(Dataset entries)
________________________________________
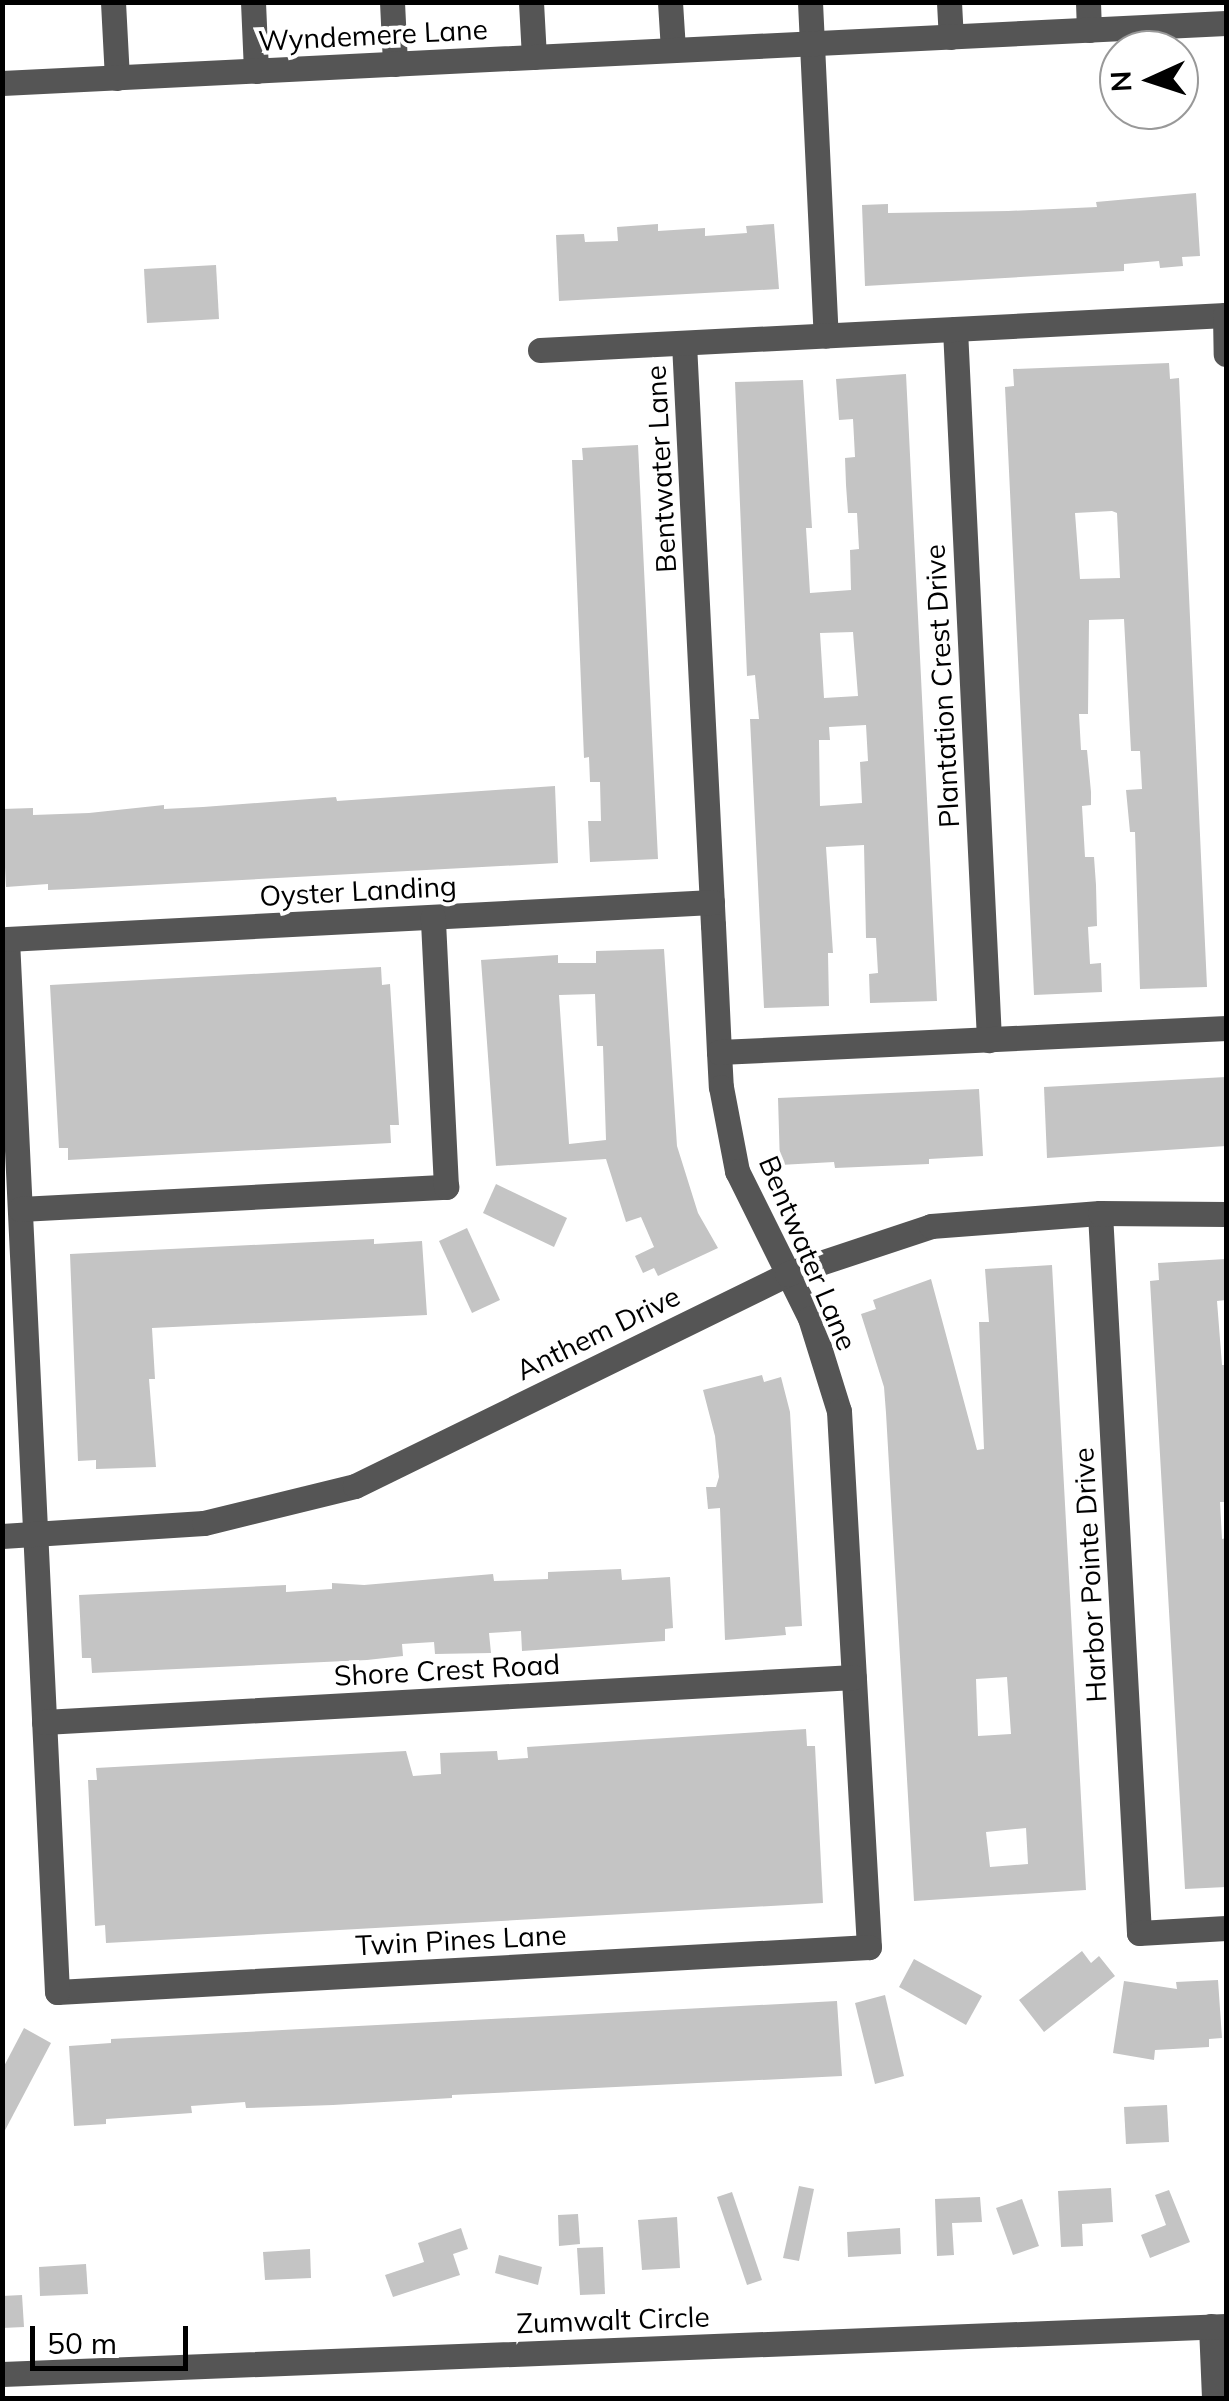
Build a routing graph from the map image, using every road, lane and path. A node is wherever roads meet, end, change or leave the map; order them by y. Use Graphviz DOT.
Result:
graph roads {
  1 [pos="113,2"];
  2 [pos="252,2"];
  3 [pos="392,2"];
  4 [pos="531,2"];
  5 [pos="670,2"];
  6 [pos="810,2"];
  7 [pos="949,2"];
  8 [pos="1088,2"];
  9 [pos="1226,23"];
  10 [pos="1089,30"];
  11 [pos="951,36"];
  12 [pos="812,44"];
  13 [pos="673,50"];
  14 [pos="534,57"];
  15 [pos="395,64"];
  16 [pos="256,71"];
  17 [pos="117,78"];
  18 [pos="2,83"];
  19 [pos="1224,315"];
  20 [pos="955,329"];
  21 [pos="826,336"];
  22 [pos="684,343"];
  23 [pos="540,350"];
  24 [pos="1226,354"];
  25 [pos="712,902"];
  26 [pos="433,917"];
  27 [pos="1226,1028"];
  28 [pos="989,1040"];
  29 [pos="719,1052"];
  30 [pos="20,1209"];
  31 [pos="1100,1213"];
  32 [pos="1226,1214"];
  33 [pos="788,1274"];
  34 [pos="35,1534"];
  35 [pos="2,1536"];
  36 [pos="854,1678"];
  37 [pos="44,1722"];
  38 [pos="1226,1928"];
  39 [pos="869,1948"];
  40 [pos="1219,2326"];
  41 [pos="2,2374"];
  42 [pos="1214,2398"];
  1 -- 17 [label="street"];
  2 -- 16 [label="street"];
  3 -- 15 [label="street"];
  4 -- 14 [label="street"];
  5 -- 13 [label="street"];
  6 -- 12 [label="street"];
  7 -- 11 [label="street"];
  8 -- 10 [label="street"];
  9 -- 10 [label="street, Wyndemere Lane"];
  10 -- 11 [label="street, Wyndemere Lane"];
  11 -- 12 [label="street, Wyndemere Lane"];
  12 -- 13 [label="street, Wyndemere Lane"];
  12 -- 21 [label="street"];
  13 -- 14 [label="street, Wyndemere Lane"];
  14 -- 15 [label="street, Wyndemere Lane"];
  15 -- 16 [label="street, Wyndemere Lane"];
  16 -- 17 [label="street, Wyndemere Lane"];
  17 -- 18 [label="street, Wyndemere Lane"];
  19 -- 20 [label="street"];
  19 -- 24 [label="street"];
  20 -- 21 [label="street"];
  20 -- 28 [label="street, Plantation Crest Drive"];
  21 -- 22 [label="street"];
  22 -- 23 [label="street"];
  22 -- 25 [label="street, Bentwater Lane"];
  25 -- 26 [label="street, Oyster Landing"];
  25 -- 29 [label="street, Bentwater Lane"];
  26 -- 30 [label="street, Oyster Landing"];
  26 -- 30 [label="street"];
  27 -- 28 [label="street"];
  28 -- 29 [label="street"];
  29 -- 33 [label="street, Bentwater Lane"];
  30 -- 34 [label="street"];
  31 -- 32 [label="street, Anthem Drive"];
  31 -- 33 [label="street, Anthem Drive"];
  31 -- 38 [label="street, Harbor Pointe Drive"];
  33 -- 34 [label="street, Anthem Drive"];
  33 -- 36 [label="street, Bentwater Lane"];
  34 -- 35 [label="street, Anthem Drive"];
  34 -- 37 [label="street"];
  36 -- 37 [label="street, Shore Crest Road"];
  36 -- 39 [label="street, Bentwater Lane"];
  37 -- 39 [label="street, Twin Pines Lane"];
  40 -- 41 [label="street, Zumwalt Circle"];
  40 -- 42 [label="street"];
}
________________________________________
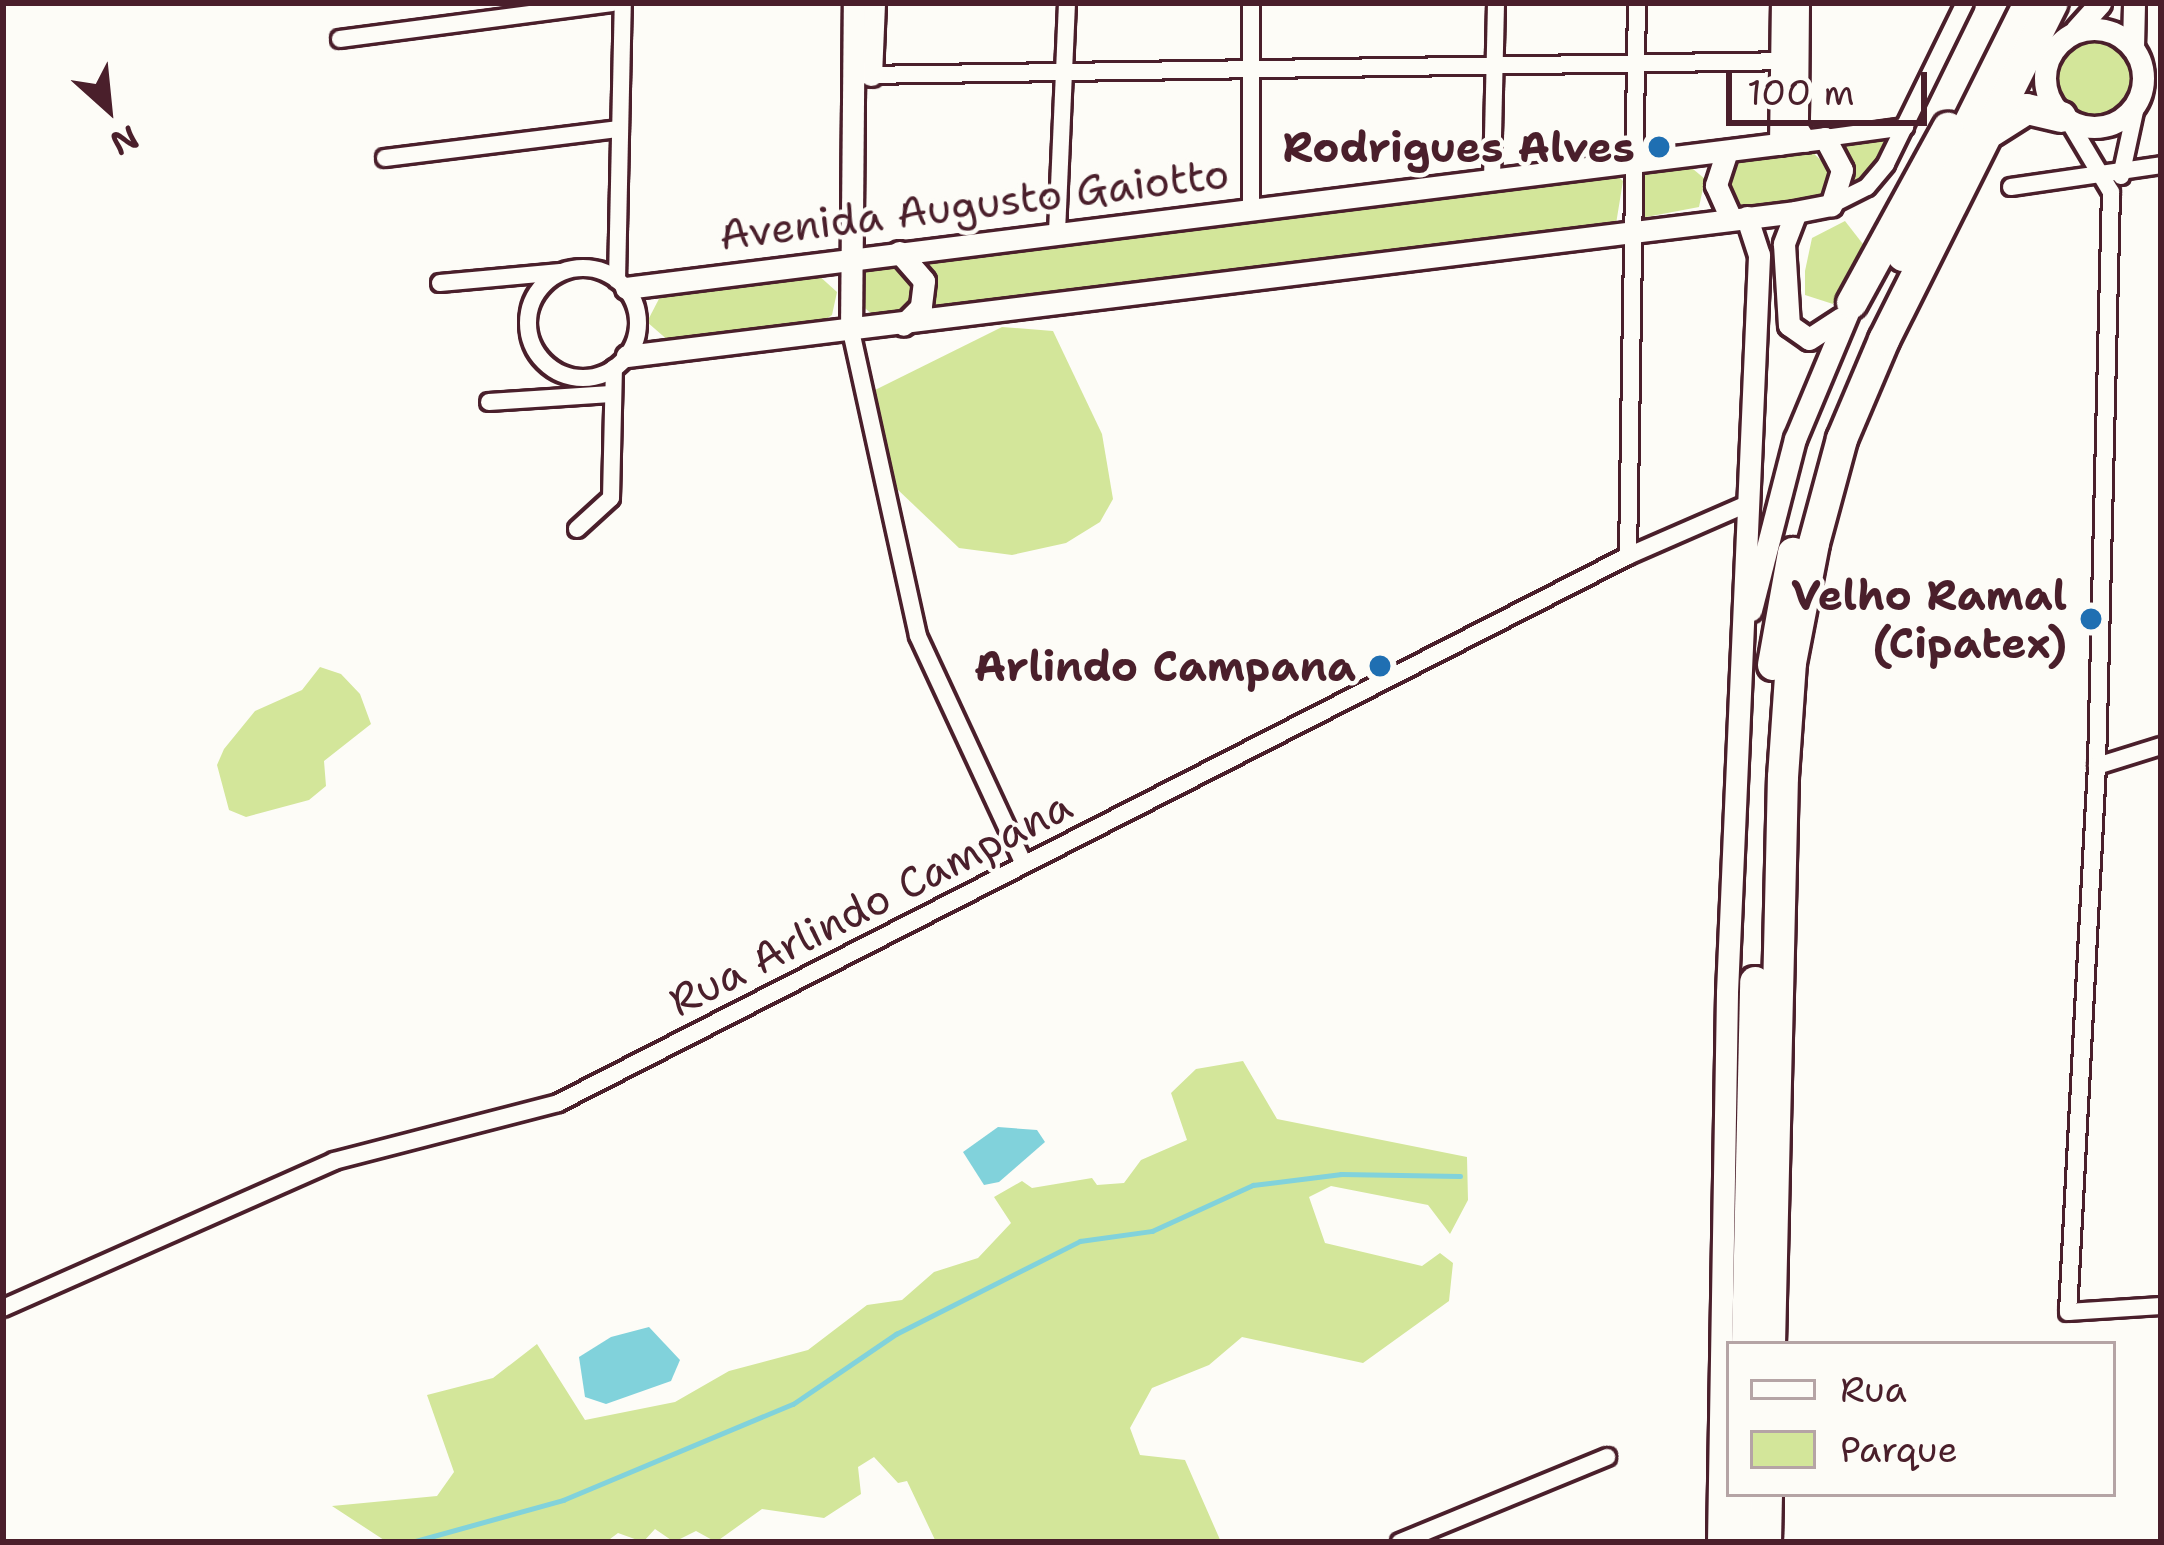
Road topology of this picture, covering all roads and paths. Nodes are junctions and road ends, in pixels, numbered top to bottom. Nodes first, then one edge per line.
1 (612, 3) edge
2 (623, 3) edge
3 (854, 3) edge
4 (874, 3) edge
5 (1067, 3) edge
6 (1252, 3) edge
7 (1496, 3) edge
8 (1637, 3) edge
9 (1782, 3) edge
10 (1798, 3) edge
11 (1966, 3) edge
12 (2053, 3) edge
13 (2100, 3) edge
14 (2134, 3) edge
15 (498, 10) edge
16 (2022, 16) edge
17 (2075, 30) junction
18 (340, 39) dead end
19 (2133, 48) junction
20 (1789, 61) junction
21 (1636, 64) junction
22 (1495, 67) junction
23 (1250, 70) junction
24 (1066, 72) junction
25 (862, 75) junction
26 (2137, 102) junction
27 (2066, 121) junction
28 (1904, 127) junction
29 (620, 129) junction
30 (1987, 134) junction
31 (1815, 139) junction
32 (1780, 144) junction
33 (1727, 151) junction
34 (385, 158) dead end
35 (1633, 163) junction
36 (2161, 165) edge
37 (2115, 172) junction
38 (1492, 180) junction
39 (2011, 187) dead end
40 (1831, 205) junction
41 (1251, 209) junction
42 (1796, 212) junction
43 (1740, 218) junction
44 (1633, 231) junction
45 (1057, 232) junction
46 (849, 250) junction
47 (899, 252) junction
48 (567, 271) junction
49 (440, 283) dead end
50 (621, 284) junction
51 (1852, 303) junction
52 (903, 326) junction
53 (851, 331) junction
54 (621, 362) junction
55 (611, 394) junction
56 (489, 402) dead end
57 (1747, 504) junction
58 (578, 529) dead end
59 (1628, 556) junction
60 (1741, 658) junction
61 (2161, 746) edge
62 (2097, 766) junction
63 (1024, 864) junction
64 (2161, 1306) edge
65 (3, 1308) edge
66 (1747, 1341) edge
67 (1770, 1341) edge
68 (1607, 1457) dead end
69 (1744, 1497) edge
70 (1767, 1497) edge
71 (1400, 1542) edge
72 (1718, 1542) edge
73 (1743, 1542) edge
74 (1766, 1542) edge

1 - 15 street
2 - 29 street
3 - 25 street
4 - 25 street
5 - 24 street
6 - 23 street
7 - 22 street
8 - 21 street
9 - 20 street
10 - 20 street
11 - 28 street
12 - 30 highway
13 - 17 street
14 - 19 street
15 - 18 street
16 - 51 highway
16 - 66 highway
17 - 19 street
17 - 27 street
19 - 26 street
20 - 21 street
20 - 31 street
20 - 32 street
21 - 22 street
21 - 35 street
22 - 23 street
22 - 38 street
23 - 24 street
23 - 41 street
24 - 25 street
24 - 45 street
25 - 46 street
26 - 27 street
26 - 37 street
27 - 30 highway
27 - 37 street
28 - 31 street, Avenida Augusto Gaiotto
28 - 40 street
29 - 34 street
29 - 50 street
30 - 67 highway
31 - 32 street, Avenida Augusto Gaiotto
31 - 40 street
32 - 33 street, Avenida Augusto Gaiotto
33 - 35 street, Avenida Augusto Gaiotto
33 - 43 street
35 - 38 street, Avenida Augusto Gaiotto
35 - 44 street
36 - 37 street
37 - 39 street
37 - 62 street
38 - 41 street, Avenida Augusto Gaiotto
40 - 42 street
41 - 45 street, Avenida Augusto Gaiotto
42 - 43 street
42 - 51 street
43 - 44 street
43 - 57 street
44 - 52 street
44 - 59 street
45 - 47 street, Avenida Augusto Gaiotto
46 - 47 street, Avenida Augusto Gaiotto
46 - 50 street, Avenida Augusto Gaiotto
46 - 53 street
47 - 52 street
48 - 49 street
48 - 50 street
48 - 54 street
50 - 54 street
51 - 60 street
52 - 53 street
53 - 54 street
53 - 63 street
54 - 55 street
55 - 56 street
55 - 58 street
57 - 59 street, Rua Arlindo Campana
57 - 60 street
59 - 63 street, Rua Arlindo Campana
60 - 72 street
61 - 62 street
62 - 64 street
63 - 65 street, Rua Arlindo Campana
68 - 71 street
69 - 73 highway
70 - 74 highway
________________________________________
## WHAT THE TASK ASKS
Which lines of the data contain the word "Arlindo"? Copy each one.

## RESULT OF THE EXERCISE
57 - 59 street, Rua Arlindo Campana
59 - 63 street, Rua Arlindo Campana
63 - 65 street, Rua Arlindo Campana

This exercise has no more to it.